A successful run of the matplotlib should produce a rendering like:

mnist_plt

Classifying Digits

The seoncd MNIST sample has been slightly modified from MNIST Handwritten digits classification using Keras to train a model that is capable recognizing hand-written digits.

To run:

source activate keras
cd mnist
python main.py

The full training run will produce a JSON-based model file and console output indicating the accuracy:

Test loss: 0.02734791577121632
Test accuracy: 0.9917

OpenAI Gym

From the website:

OpenAI Gym is a toolkit for developing and comparing reinvorcement learning algorithms.

To get started with this example (gym-simple), import the packages:

import gym
import gym.spaces

Environments

The core abstraction of Gym is that of an environment that can be used to solve reinforcement learning problems.
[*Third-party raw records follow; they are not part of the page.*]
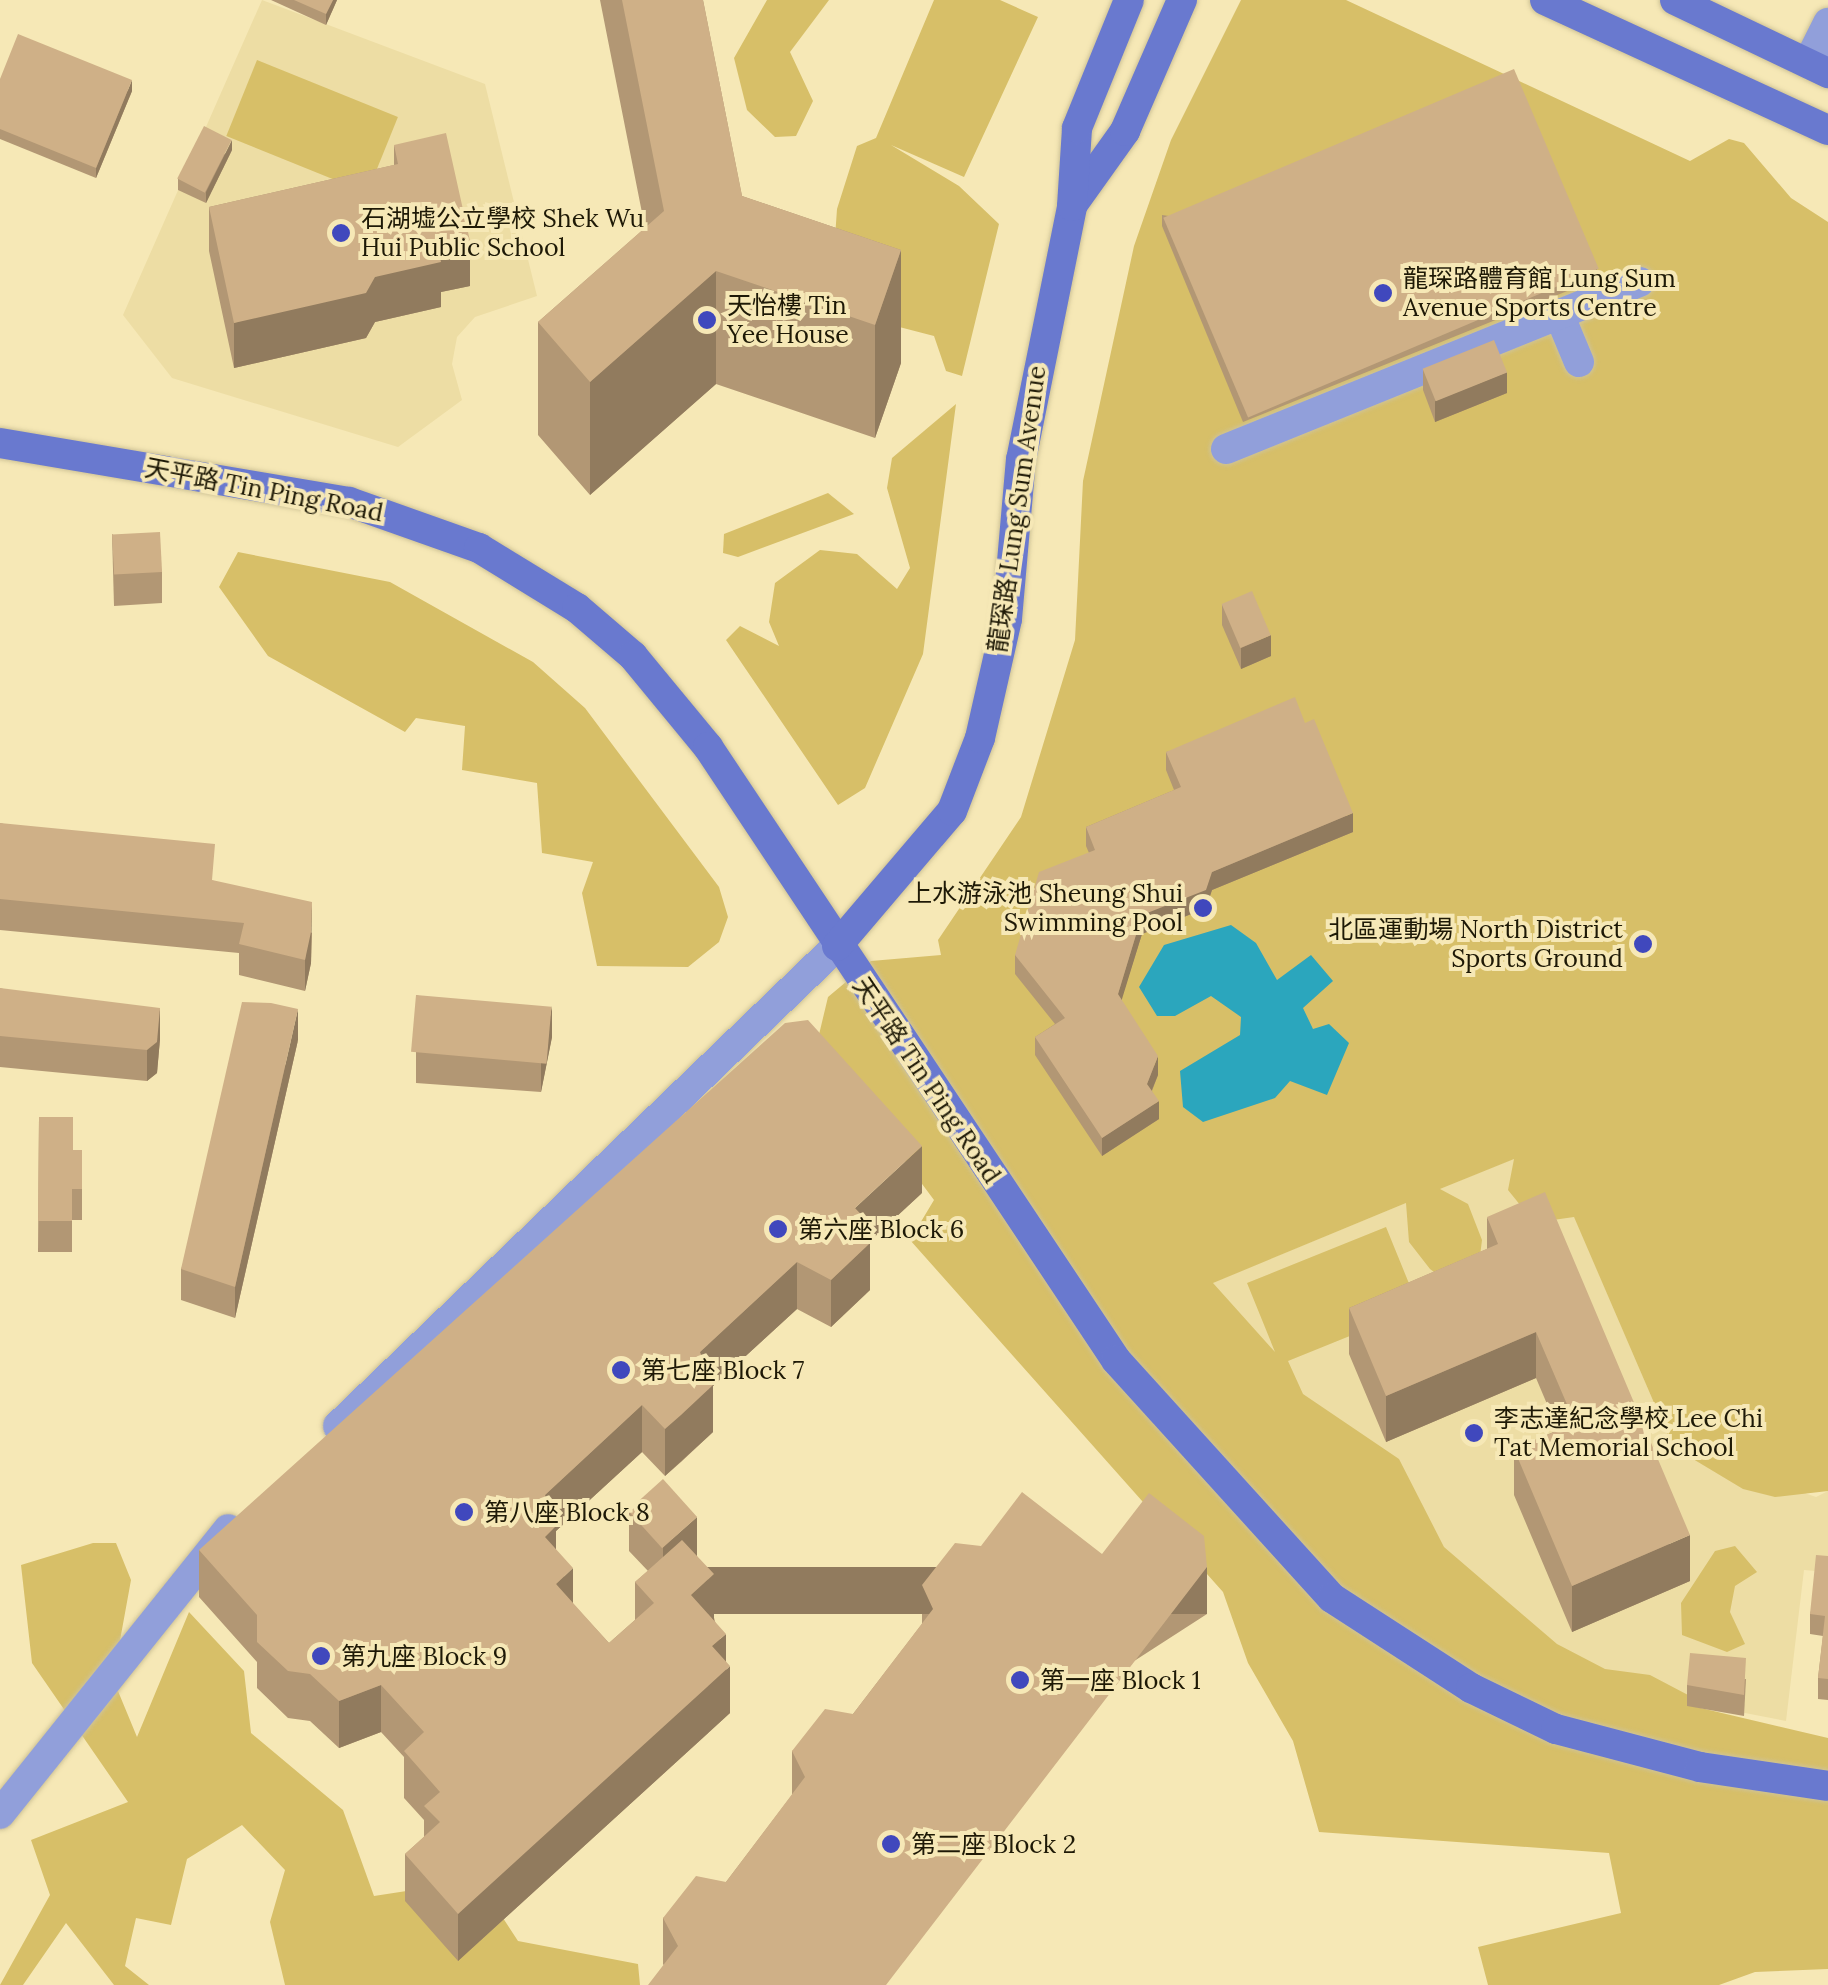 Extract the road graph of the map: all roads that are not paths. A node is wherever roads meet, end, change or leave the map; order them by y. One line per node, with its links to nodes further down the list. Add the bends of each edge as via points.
1 (1129, 0): 8 (street, 龍琛路 Lung Sum Avenue, via 1077,128)
2 (1182, 0): 8 (street, 龍琛路 Lung Sum Avenue, via 1125,131)
3 (1545, 0): 7 (street)
4 (1675, 0): 6 (street)
5 (1828, 23): 6 (street)
6 (1818, 68)
7 (1828, 130)
8 (1072, 206): 14 (street, 龍琛路 Lung Sum Avenue, via 1049,292 1007,619 980,738 952,811)
9 (1640, 282): 10 (street)
10 (1559, 314): 11 (street); 13 (street)
11 (1579, 362)
12 (0, 443): 14 (street, 天平路 Tin Ping Road, via 349,502 420,522 530,576 633,656 678,708)
13 (1226, 449)
14 (837, 946): 15 (street); 17 (street, 天平路 Tin Ping Road, via 1116,1360 1332,1598 1471,1688 1556,1730 1700,1767)
15 (312, 1451)
16 (253, 1506): 18 (street, via 195,1560)
17 (1828, 1786)
18 (0, 1814) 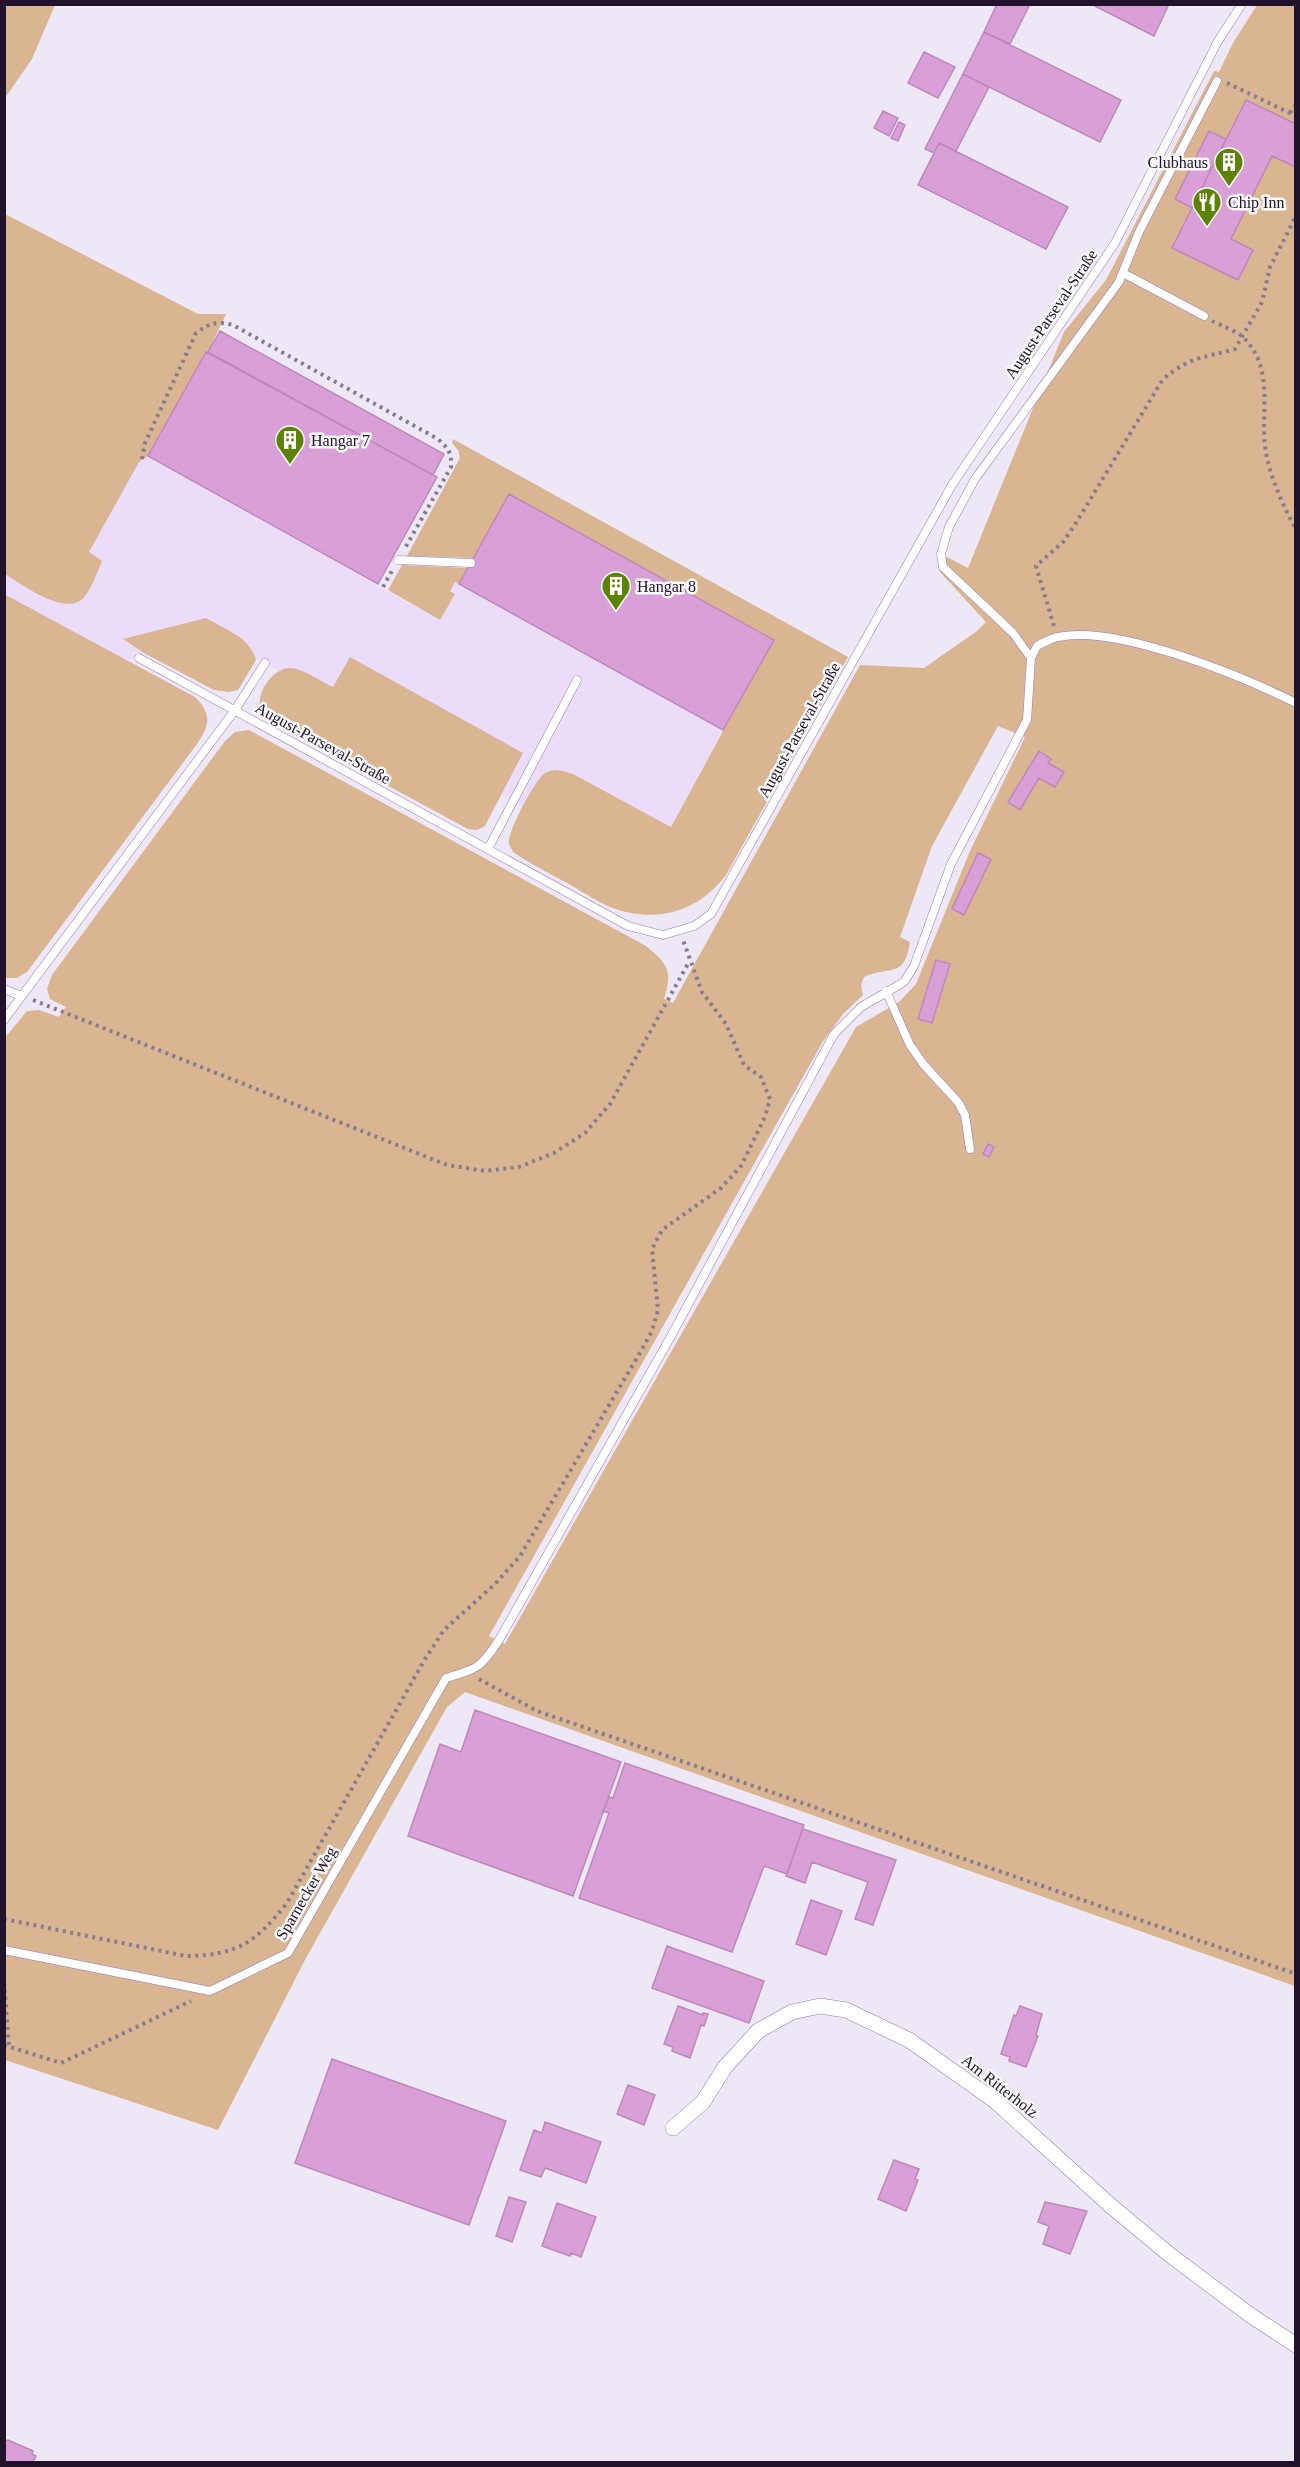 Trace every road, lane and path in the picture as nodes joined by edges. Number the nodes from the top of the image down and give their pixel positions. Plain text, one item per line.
1 (1242, 4) edge
2 (1217, 81) joint
3 (1296, 104) edge
4 (1290, 113) junction
5 (1296, 116) edge
6 (1296, 216) edge
7 (1123, 273) junction
8 (1204, 316) joint
9 (1244, 337) junction
10 (142, 459) dead end
11 (1296, 529) edge
12 (398, 560) junction
13 (471, 563) dead end
14 (383, 587) dead end
15 (1057, 637) junction
16 (138, 658) dead end
17 (1031, 658) junction
18 (265, 663) dead end
19 (577, 680) dead end
20 (1296, 703) edge
21 (235, 710) junction
22 (488, 849) junction
23 (681, 930) junction
24 (689, 962) junction
25 (4, 989) edge
26 (886, 991) junction
27 (21, 996) junction
28 (4, 1020) edge
29 (970, 1149) dead end
30 (474, 1669) junction
31 (4, 1919) edge
32 (4, 1950) edge
33 (1296, 1974) edge
34 (4, 1982) edge
35 (210, 1991) junction
36 (7, 2045) edge
37 (673, 2128) dead end
38 (1296, 2345) edge

1 - 23 lane, August-Parseval-Straße
2 - 4 path
2 - 7 lane
3 - 4 path
4 - 5 path
6 - 9 path
7 - 8 lane
7 - 17 lane
8 - 9 path
9 - 11 path
9 - 15 path
10 - 12 path
12 - 13 lane
12 - 14 path
15 - 17 lane
15 - 20 lane
16 - 21 lane, August-Parseval-Straße
17 - 26 lane
18 - 21 lane
19 - 22 lane
21 - 22 lane, August-Parseval-Straße
21 - 27 lane
22 - 23 lane, August-Parseval-Straße
23 - 24 path
24 - 27 path
24 - 31 path
25 - 27 lane
26 - 29 lane
26 - 30 lane
27 - 28 lane
30 - 33 path
30 - 35 lane, Sparnecker Weg
32 - 35 lane
34 - 36 path
35 - 36 path
37 - 38 street, Am Ritterholz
These include pendulum experiments (CartPole-v0), video games (MsPacman-v0), etc.

Installed environments can be listed:

from gym import envs
print("Environments: {}".format(envs.registry.all()))

Observations

An observation is an environment-specific object representing what your agent perceives of the environment, such as raw pixel values, joint angles and velocities, etc.

Actions

After reflecting on an observation and deciding what to do, your agent performs an action in the environment during a step, which produces a new observation along with a reward.

Spaces

Every environment includes an observation space and an action space, which describe their valid formats.

# load an environment
env = gym.make('CartPole-v0')

print("Action space: {}".format(env.action_space))
print("Observation space: {}".format(env.observation_space))

To run:

source activate keras
cd keras/gym-simple
python main.py

After the catalog of environments, you should see the output of the space definitions:

Action space: Discrete(2)
Observation space: Box(4,)

And an animation of something resembling:

cart-pole

Conclusion

This was mainly a dip of the toe into these rich topics. We’ll be digging into more of the details as we attempt to actually constrct deep nets to solve some more interesting problems.